While the movies only gave us hints at the headstrong young padawan, Star Wars #8 shows us first hand just how far Luke is willing to go to embrace his destiny as a Jedi Knight. He willingly and confidently strolls into yet another hive of scum and villainy in order to get to his destination – yet since he’s not quite the hero of Return of the Jedi, Luke has to scramble as everything goes predictably pear-shaped, igniting his lightsaber and standing like a true hero in the middle of a swarm of hardened criminals. Luke Skywalker was just a farmboy in the movies, but Star Wars #8 shows that the boy is all but forgotten and in his place in a hero poised to fully embrace his birthright, even though he may not go about it in the smartest way.
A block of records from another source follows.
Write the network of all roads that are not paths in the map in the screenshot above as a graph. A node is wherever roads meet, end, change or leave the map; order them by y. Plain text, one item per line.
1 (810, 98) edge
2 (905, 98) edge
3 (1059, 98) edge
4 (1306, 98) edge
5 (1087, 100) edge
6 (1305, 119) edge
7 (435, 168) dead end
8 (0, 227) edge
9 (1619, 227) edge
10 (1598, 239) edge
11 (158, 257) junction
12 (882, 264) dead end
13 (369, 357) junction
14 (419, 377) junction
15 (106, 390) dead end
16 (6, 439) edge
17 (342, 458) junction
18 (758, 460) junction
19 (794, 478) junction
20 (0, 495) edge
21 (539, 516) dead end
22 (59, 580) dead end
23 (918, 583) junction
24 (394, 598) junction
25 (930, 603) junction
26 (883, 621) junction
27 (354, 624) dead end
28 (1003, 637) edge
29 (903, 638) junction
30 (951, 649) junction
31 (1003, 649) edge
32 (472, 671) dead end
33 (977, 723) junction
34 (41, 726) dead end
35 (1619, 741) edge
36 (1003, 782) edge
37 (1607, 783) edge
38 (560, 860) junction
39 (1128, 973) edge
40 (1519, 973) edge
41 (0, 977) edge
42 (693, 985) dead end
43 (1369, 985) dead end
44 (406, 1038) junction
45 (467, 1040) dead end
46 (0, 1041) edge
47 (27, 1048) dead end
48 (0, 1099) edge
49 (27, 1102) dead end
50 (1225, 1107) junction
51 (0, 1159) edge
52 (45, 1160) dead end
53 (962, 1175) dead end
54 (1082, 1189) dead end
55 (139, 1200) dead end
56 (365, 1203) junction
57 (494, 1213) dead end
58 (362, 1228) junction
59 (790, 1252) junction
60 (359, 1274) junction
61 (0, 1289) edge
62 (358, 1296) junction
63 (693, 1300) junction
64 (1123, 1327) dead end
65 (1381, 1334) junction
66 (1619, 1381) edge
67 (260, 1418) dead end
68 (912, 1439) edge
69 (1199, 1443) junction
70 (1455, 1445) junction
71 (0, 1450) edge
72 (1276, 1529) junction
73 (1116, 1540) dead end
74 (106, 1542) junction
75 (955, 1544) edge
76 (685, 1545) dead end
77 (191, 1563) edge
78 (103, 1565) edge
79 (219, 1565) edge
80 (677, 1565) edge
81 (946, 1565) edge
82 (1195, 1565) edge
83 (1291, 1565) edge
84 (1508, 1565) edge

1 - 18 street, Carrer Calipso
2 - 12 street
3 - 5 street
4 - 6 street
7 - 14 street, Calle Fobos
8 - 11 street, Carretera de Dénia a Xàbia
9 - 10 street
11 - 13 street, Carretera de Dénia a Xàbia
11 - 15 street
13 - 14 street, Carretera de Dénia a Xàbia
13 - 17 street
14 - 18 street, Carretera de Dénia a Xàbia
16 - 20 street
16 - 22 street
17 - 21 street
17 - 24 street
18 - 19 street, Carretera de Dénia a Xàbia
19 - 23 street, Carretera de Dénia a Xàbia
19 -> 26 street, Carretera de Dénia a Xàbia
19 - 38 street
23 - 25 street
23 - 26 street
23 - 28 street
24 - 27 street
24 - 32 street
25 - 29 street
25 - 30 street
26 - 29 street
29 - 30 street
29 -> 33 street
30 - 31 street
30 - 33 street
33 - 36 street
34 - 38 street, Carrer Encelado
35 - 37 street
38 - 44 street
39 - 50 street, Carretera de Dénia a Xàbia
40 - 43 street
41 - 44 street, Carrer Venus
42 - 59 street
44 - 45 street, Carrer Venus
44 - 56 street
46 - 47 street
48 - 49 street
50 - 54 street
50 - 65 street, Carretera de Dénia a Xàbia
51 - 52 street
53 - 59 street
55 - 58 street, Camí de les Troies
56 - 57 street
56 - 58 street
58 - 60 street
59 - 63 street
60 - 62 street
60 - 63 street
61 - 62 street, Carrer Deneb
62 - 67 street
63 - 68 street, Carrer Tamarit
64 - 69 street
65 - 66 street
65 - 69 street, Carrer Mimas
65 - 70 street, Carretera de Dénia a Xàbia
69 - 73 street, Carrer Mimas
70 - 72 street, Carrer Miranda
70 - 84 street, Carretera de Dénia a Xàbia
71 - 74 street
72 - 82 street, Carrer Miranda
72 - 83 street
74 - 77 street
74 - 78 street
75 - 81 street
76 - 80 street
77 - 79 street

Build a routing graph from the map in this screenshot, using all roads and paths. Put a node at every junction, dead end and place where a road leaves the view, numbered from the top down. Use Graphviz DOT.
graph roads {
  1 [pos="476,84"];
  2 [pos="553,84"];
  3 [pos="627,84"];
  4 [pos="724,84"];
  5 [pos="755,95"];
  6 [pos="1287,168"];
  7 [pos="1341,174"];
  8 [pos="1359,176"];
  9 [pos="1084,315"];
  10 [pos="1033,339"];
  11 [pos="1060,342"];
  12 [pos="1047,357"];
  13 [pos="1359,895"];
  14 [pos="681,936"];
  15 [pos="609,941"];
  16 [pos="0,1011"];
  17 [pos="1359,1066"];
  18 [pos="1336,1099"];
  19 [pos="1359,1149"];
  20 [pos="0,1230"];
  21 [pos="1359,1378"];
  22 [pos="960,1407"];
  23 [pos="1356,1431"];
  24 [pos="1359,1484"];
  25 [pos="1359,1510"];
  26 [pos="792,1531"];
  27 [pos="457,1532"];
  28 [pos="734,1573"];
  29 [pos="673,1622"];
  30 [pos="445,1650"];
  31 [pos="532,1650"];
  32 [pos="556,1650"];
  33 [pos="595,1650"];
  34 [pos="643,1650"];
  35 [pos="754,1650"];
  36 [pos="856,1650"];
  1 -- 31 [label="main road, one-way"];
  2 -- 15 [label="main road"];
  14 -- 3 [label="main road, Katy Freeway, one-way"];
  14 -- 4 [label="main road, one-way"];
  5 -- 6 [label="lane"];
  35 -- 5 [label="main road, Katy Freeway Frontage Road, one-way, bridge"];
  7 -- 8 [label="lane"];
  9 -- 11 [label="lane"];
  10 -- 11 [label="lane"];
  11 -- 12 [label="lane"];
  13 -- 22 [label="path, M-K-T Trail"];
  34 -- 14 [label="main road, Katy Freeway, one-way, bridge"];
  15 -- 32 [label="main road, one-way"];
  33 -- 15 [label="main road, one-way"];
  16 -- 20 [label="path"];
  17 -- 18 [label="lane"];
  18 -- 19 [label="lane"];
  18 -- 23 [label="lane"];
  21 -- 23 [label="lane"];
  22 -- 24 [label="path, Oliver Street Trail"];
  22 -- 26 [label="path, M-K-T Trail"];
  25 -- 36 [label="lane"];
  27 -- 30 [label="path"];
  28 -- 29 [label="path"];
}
Star Wars #8, though just the latest issue in the new Marvel Star Wars canon, feels like an entirely new comic book. Jason Aaron’s script once again flips our expectations of what a Star Wars story can be while still employing numerous tonal touchstones to the original series, while the new art team delivers page after page of gorgeous, expressive, and kinetic panels. Star Wars was a good book to begin with, but now it feels on the cusp of being a great book with a solidly consistent writer handling the plots and a dynamic art team delivering blockbuster visuals.
Written by Bryan Hill and Matt Hawkins
Art by Isaac Goodhart and Betsy Gonia
Lettering by Troy Peteri
Published by Image Comics
Review by Richard Gray
'Rama Rating: 6 out of 10
Postal began with the genuinely intriguing concept of a mystery in a small town with the chief investigator being Mark, a postal worker with Asperger's syndrome. Presented with a problem he simply could not let go, we saw the world through Mark’s eyes, not only giving us a completely fresh perspective, but bringing us a little closer to understanding the emotional intelligence of people on the autism spectrum. As the book moves away from that initial story, some of this book’s biggest strength gets lost in the mix.
Much of this issue focuses on Mark’s mother, Laura. In the early issues, she was portrayed alternative as heartless, and then ruthless, when it came to matters concerning her son. With her estranged and terrifying husband seemingly returning, this issue aims to give us a more sympathetic view of the character, holding her small town together while she attempts to figure out a massive problem of her own.
The second arc of Postal has not been as compelling as the first, and this deviates from the setup so much as to almost be a different book. On the one hand, writers Hill and Hawkins are to be praised for not getting stuck in a one-track rut. By the same token, much of this issue removes Mark, save for a handful of code-breaking scenes, and these feel perfunctory at best. The story had some intriguing moments, including the revelation of scenes from Laura’s past that still haunt her, but in shifting the focus - and indeed the narrative - entirely onto her, the book has lost at least some of its uniqueness in the telling.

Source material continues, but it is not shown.